The problem: Copy exactly the lines from the one containing "pinky dip: (1208, 801)" through the last line of the records, both included, and nothing more.

Source information:
============
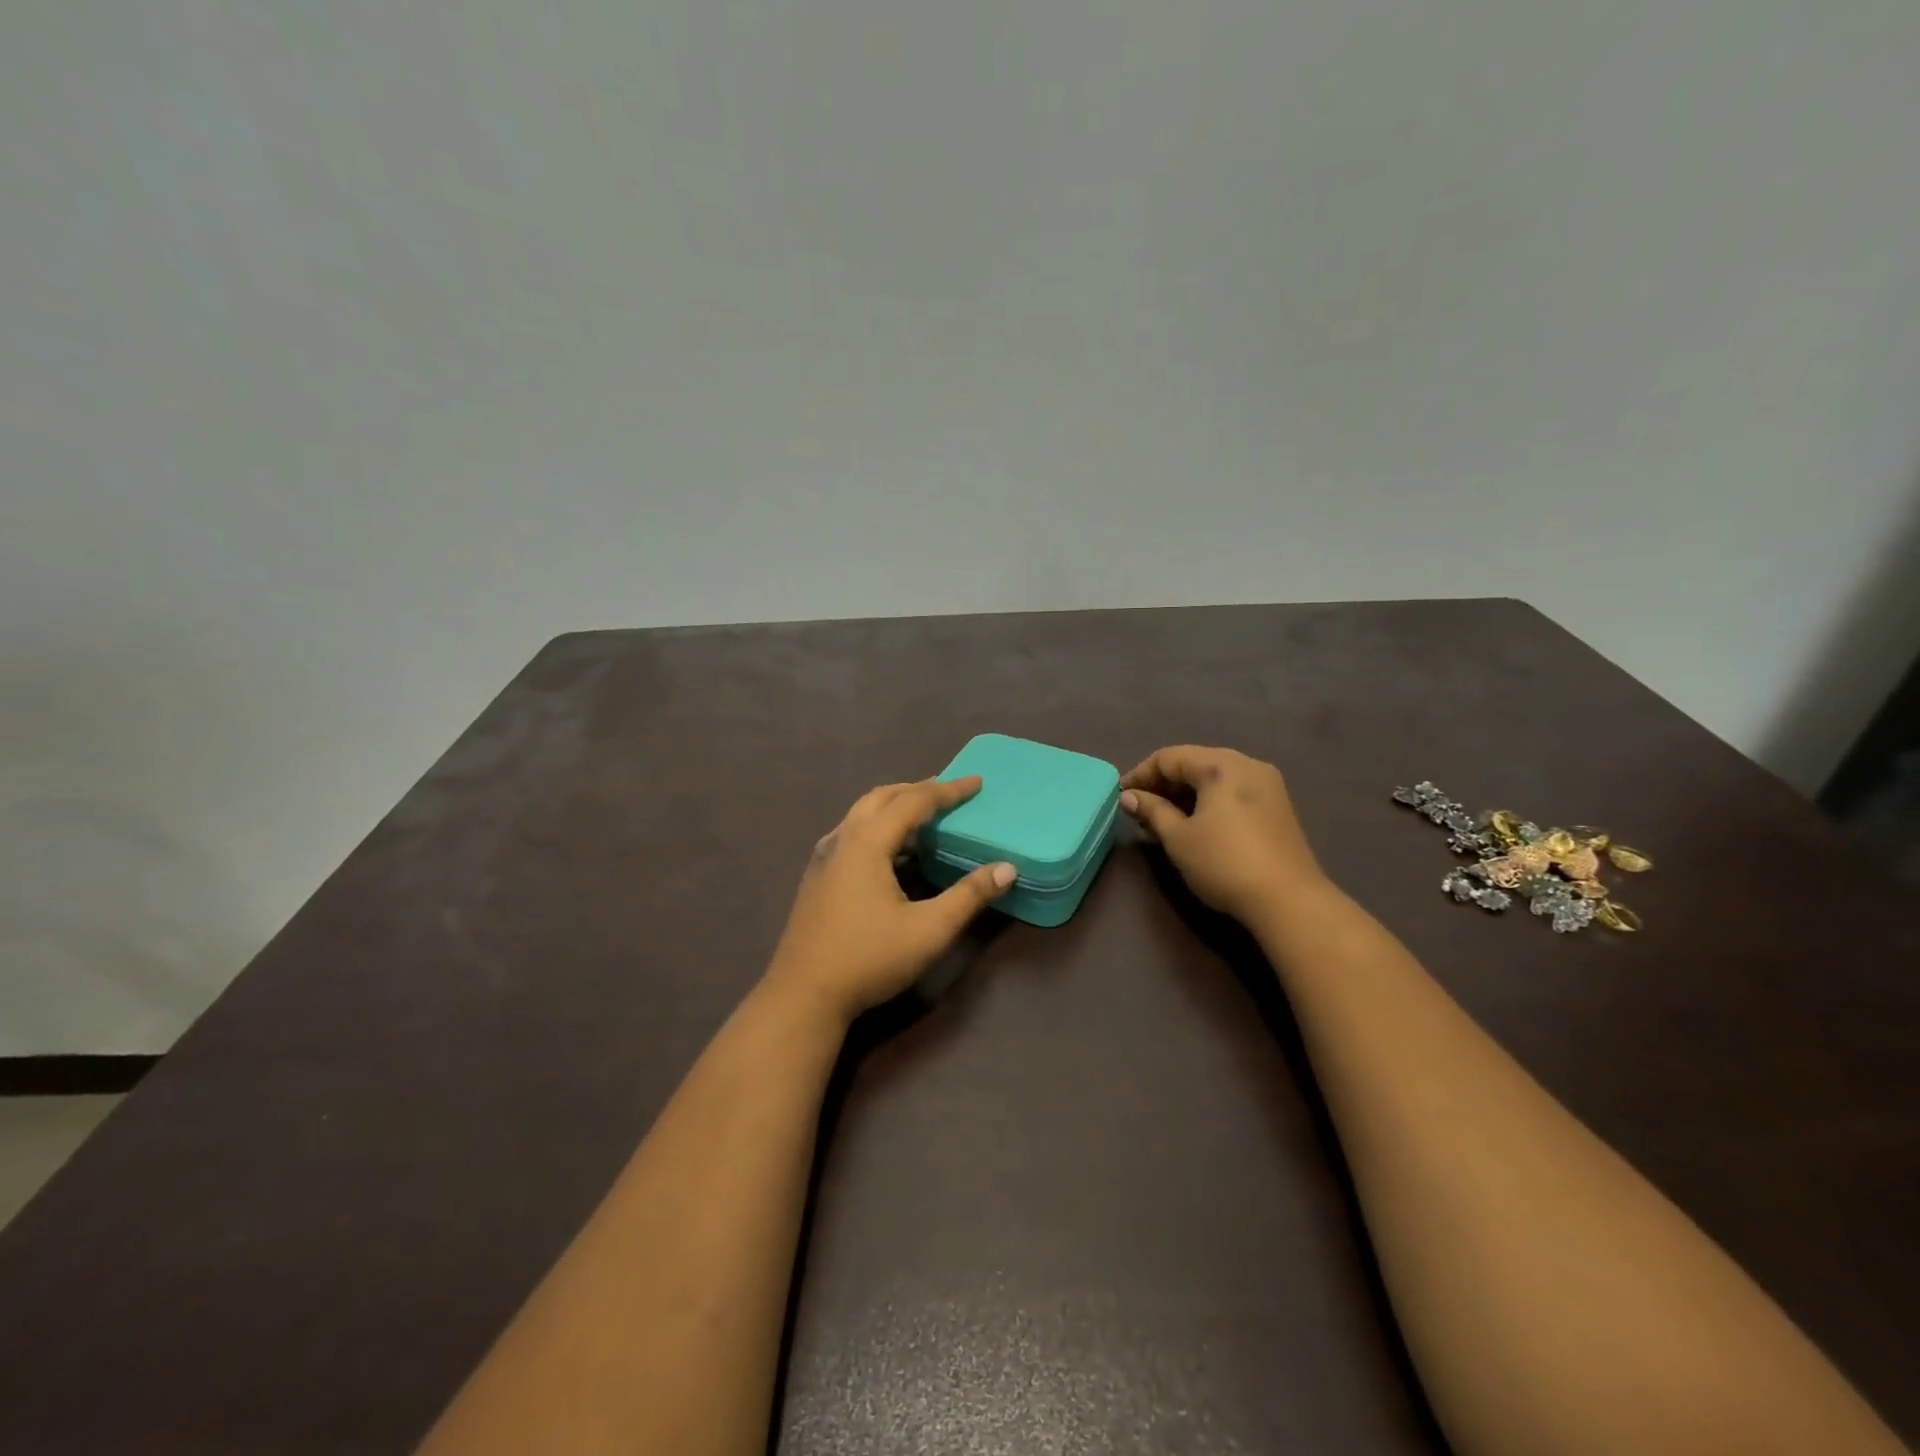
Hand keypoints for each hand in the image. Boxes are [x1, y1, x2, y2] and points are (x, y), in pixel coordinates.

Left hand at [764, 777, 1015, 1024]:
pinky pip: (852, 834)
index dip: (948, 790)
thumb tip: (1006, 868)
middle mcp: (842, 840)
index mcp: (867, 843)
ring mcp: (824, 858)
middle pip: (882, 797)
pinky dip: (878, 827)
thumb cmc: (869, 959)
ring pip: (862, 814)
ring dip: (895, 806)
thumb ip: (969, 896)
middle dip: (917, 789)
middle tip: (950, 793)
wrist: (803, 996)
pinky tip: (892, 853)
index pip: (913, 801)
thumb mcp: (929, 930)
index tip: (977, 783)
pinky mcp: (817, 877)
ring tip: (925, 817)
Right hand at [1120, 745, 1324, 923]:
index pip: (1169, 757)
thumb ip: (1152, 811)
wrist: (1288, 901)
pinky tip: (1195, 824)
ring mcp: (1267, 784)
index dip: (1140, 774)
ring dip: (1185, 794)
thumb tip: (1129, 796)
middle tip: (1140, 809)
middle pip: (1194, 763)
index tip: (1121, 796)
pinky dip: (1208, 801)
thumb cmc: (1224, 863)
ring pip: (1214, 778)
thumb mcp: (1178, 838)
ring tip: (1163, 820)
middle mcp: (1246, 765)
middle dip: (1163, 784)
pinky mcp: (1276, 806)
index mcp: (1221, 765)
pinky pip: (1232, 791)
============
Your response:
pinky dip: (1208, 801)
thumb cmc: (1224, 863)
ring pip: (1214, 778)
thumb mcp: (1178, 838)
ring tip: (1163, 820)
middle mcp: (1246, 765)
middle dip: (1163, 784)
pinky mcp: (1276, 806)
index mcp: (1221, 765)
pinky pip: (1232, 791)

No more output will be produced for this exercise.